Hi,

Vladimir Legeza wrote:
Hello,

On Fri, Oct 29, 2010 at 12:35 PM, Dan Frincu <dfri...@streamwide.ro <mailto:dfri...@streamwide.ro>> wrote:

    Hi,


    Vladimir Legeza wrote:
    /Hello folks.

    I try to setup four ip balanced nodes but,  I didn't found the
    right way to balance load between nodes when some of them are filed.

    I've done:/

    [r...@node1 ~]# crm configure show
    node node1
    node node2
    node node3
    node node4
    primitive ClusterIP ocf:heartbeat:IPaddr2 \
        params ip="10.138.10.252" cidr_netmask="32"
    clusterip_hash="sourceip-sourceport" \
        op monitor interval="30s"
    clone StreamIP ClusterIP \
        meta globally-unique="true" *clone-max="8"
    clone-node-max="2"* target-role="Started" notify="true"
    ordered="true" interleave="true"
    property $id="cib-bootstrap-options" \
        dc-version="1.0.9-0a40fd0cb9f2fcedef9d1967115c912314c57438" \
        cluster-infrastructure="openais" \
        expected-quorum-votes="4" \
        no-quorum-policy="ignore" \
        stonith-enabled="false"

    /When all the nodes are up and running:/

     [r...@node1 ~]# crm status
    ============
    Last updated: Thu Oct 28 17:26:13 2010
    Stack: openais
    Current DC: node2 - partition with quorum
    Version: 1.0.9-0a40fd0cb9f2fcedef9d1967115c912314c57438
    4 Nodes configured, 4 expected votes
    2 Resources configured.
    ============

    Online: [ node1 node2 node3 node4 ]

     Clone Set: StreamIP (unique)
         ClusterIP:0    (ocf::heartbeat:IPaddr2):    Started node1
         ClusterIP:1    (ocf::heartbeat:IPaddr2):    Started node1
         ClusterIP:2    (ocf::heartbeat:IPaddr2):    Started node2
         ClusterIP:3    (ocf::heartbeat:IPaddr2):    Started node2
         ClusterIP:4    (ocf::heartbeat:IPaddr2):    Started node3
         ClusterIP:5    (ocf::heartbeat:IPaddr2):    Started node3
         ClusterIP:6    (ocf::heartbeat:IPaddr2):    Started node4
         ClusterIP:7    (ocf::heartbeat:IPaddr2):    Started node4
    /
    Everything is OK and each node takes 1/4 of all traffic - wonderfull.
    But we become to 25% traffic loss if one of them goes down:
    /
    Isn't this supposed to be normal behavior in a load balancing
    situation, 4 nodes receive 25% of traffic each, one node goes
    down, the load balancer notices the failure and directs 33,33% of
    traffic to the remaining nodes?

The only way I see to achive 33...% is to decrease *clone-max *param value (that should be multiple of online nodes number)
also *clone-max *should be changed on the fly (automaticly).
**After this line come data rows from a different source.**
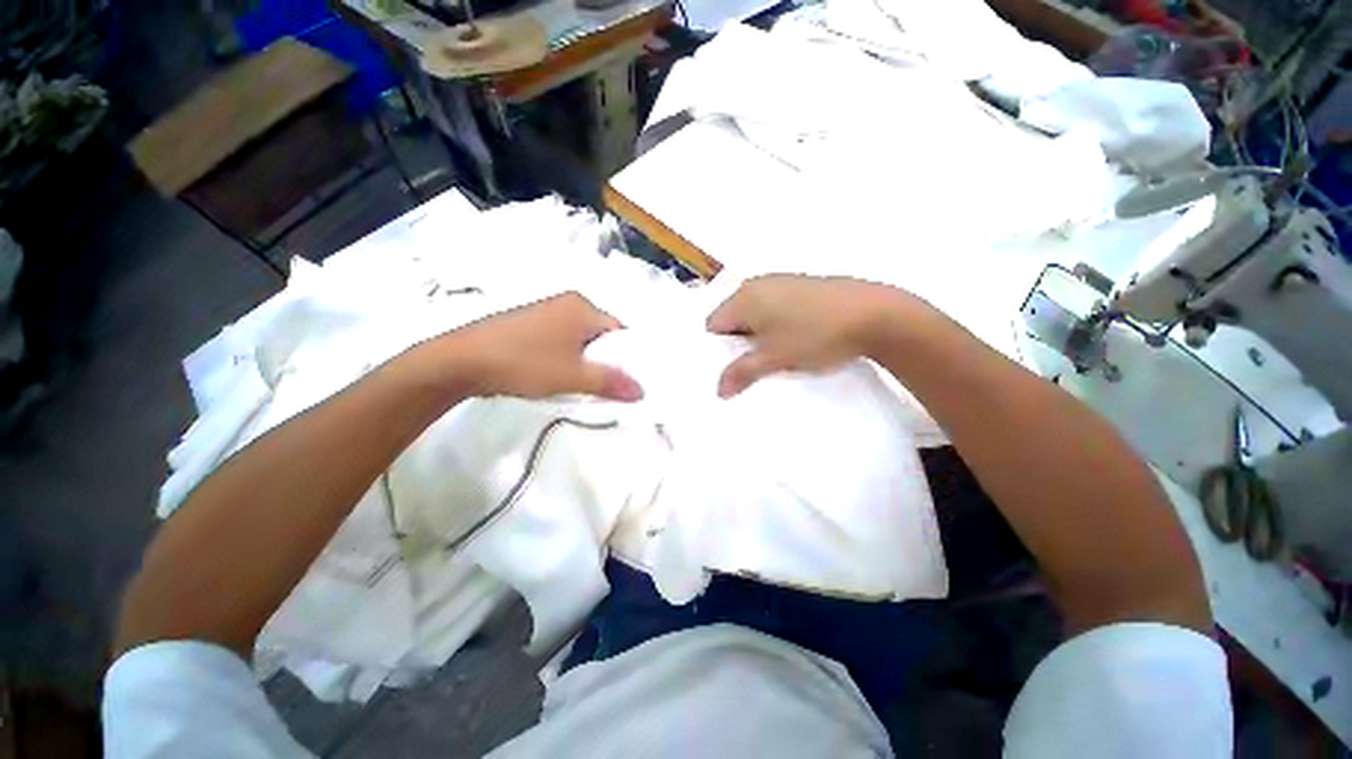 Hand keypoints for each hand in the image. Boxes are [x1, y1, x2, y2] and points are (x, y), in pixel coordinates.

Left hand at [438, 293, 642, 401]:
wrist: (461, 362)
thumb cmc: (525, 362)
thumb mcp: (573, 376)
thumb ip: (610, 382)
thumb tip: (642, 391)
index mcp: (582, 307)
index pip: (620, 330)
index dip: (629, 356)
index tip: (630, 380)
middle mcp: (567, 303)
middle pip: (602, 335)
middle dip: (608, 360)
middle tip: (611, 387)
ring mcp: (546, 313)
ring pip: (581, 340)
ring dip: (587, 362)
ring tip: (586, 385)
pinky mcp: (530, 325)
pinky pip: (563, 341)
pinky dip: (569, 358)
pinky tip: (561, 376)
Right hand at [706, 275, 914, 397]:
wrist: (875, 314)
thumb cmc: (815, 336)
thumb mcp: (774, 359)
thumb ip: (742, 373)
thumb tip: (719, 391)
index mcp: (744, 298)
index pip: (713, 325)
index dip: (718, 349)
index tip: (733, 367)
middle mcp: (757, 284)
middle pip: (733, 317)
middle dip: (739, 342)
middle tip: (753, 365)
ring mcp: (782, 281)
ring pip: (756, 312)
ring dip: (759, 334)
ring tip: (776, 354)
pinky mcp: (803, 284)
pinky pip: (776, 306)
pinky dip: (777, 323)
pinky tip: (797, 337) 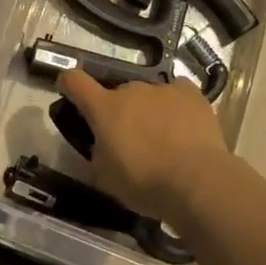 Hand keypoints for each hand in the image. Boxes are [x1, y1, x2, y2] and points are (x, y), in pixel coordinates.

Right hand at [57, 70, 241, 228]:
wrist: (197, 181)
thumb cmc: (144, 183)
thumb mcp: (106, 177)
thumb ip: (98, 153)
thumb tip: (103, 144)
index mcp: (104, 108)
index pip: (74, 81)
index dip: (68, 84)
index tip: (69, 91)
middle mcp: (131, 90)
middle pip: (118, 93)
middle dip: (119, 111)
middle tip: (129, 138)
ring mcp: (162, 88)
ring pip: (148, 95)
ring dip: (148, 110)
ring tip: (163, 138)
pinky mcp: (191, 93)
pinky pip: (176, 93)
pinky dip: (175, 106)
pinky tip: (184, 127) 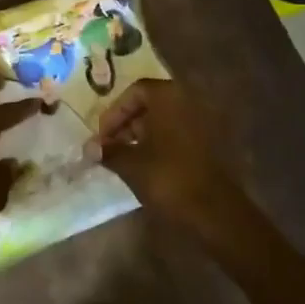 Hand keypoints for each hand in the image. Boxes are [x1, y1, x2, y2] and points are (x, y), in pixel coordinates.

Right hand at [91, 78, 243, 229]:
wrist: (215, 212)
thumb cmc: (168, 178)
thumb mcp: (131, 164)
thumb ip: (108, 151)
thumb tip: (89, 148)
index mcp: (169, 97)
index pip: (135, 91)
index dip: (114, 113)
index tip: (102, 136)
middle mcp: (188, 101)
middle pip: (150, 104)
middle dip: (126, 124)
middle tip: (109, 147)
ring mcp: (203, 122)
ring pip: (164, 120)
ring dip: (141, 135)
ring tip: (123, 159)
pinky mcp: (210, 143)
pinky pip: (177, 134)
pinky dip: (159, 144)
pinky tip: (145, 166) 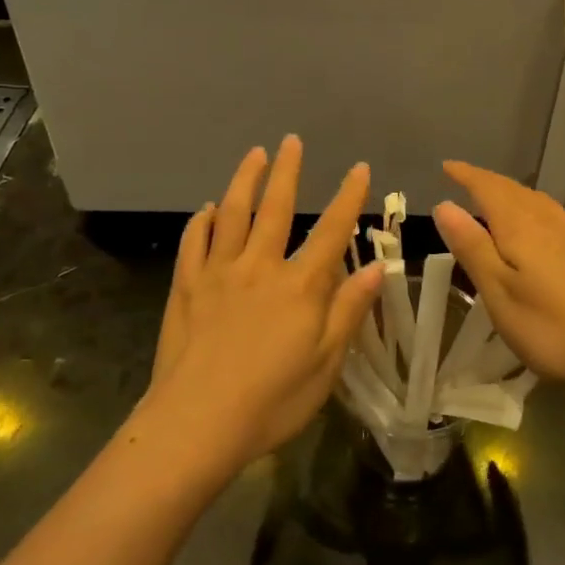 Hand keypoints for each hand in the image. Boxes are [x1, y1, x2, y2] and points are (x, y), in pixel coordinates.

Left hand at [147, 137, 383, 472]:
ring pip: (232, 214)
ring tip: (253, 154)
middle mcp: (259, 267)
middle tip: (291, 140)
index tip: (359, 168)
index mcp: (299, 286)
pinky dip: (201, 222)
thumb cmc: (272, 401)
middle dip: (287, 171)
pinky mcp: (186, 287)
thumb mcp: (326, 363)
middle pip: (275, 208)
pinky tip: (207, 210)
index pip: (331, 231)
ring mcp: (218, 274)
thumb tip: (378, 266)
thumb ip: (349, 310)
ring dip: (244, 181)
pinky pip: (194, 243)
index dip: (348, 197)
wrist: (196, 424)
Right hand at [431, 162, 564, 393]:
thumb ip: (472, 247)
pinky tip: (536, 226)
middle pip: (513, 190)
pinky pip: (552, 214)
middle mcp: (548, 220)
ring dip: (511, 193)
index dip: (466, 175)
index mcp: (521, 226)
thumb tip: (445, 205)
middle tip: (464, 179)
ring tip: (494, 198)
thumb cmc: (553, 327)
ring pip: (536, 200)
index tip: (446, 166)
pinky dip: (532, 207)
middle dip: (486, 182)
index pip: (488, 188)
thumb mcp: (500, 293) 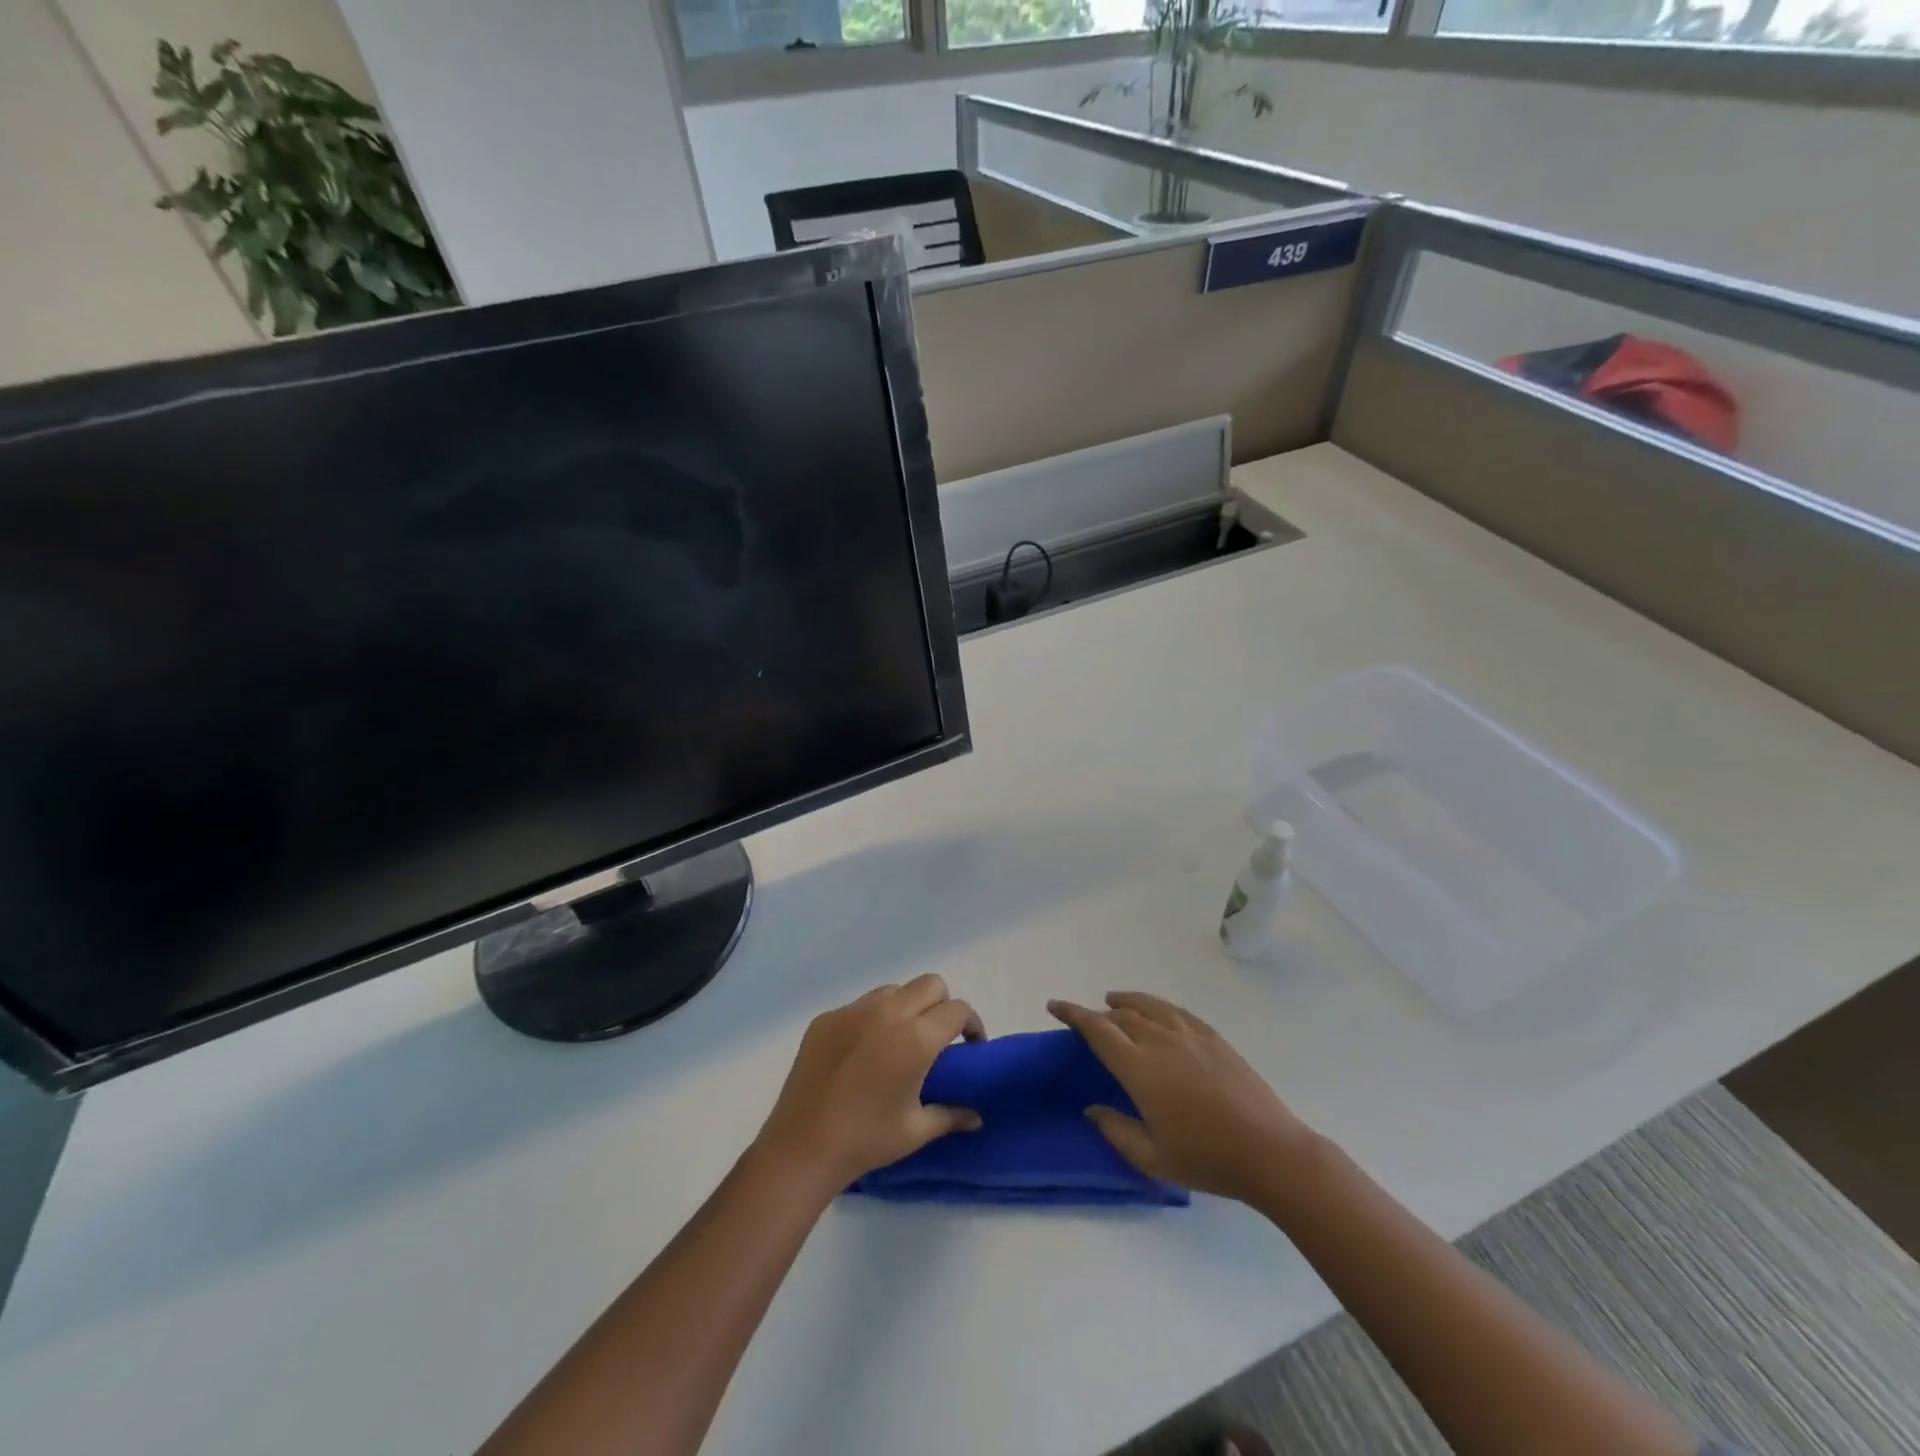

hmm... Idea is very interesting. =8- )
*
*

    Just out of curiosity.

    [r...@node1 ~]# crm node standby node1
    [r...@node1 ~]# crm status
    ============
    Last updated: Thu Oct 28 17:30:01 2010
    Stack: openais
    Current DC: node2 - partition with quorum
    Version: 1.0.9-0a40fd0cb9f2fcedef9d1967115c912314c57438
    4 Nodes configured, 4 expected votes
    2 Resources configured.
    ============

    Node node1: standby
    Online: [ node2 node3 node4 ]

     Clone Set: StreamIP (unique)
    *     ClusterIP:0    (ocf::heartbeat:IPaddr2):    Stopped
         ClusterIP:1    (ocf::heartbeat:IPaddr2):    Stopped *
         ClusterIP:2    (ocf::heartbeat:IPaddr2):    Started node2
         ClusterIP:3    (ocf::heartbeat:IPaddr2):    Started node2
         ClusterIP:4    (ocf::heartbeat:IPaddr2):    Started node3
         ClusterIP:5    (ocf::heartbeat:IPaddr2):    Started node3
         ClusterIP:6    (ocf::heartbeat:IPaddr2):    Started node4
         ClusterIP:7    (ocf::heartbeat:IPaddr2):    Started node4

    /I found the solution (to prevent loosing) by set *clone-node-max
    *to* 3*/

    [r...@node1 ~]# crm resource meta StreamIP set clone-node-max 3
    [r...@node1 ~]# crm status
    ============
    Last updated: Thu Oct 28 17:35:05 2010
    Stack: openais
    Current DC: node2 - partition with quorum
    Version: 1.0.9-0a40fd0cb9f2fcedef9d1967115c912314c57438
    4 Nodes configured, 4 expected votes
    2 Resources configured.
    ============

    *Node node1: standby*
    Online: [ node2 node3 node4 ]

     Clone Set: StreamIP (unique)
    *     ClusterIP:0    (ocf::heartbeat:IPaddr2):    Started node2
         ClusterIP:1    (ocf::heartbeat:IPaddr2):    Started node3*
         ClusterIP:2    (ocf::heartbeat:IPaddr2):    Started node2
         ClusterIP:3    (ocf::heartbeat:IPaddr2):    Started node2
         ClusterIP:4    (ocf::heartbeat:IPaddr2):    Started node3
         ClusterIP:5    (ocf::heartbeat:IPaddr2):    Started node3
         ClusterIP:6    (ocf::heartbeat:IPaddr2):    Started node4
         ClusterIP:7    (ocf::heartbeat:IPaddr2):    Started node4

    /The problem is that nothing gonna changed when node1 back online./

    [r...@node1 ~]# crm node online node1
    [r...@node1 ~]# crm status
    ============
    Last updated: Thu Oct 28 17:37:43 2010
    Stack: openais
    Current DC: node2 - partition with quorum
    Version: 1.0.9-0a40fd0cb9f2fcedef9d1967115c912314c57438
    4 Nodes configured, 4 expected votes
    2 Resources configured.
    ============

    Online: [ *node1* node2 node3 node4 ]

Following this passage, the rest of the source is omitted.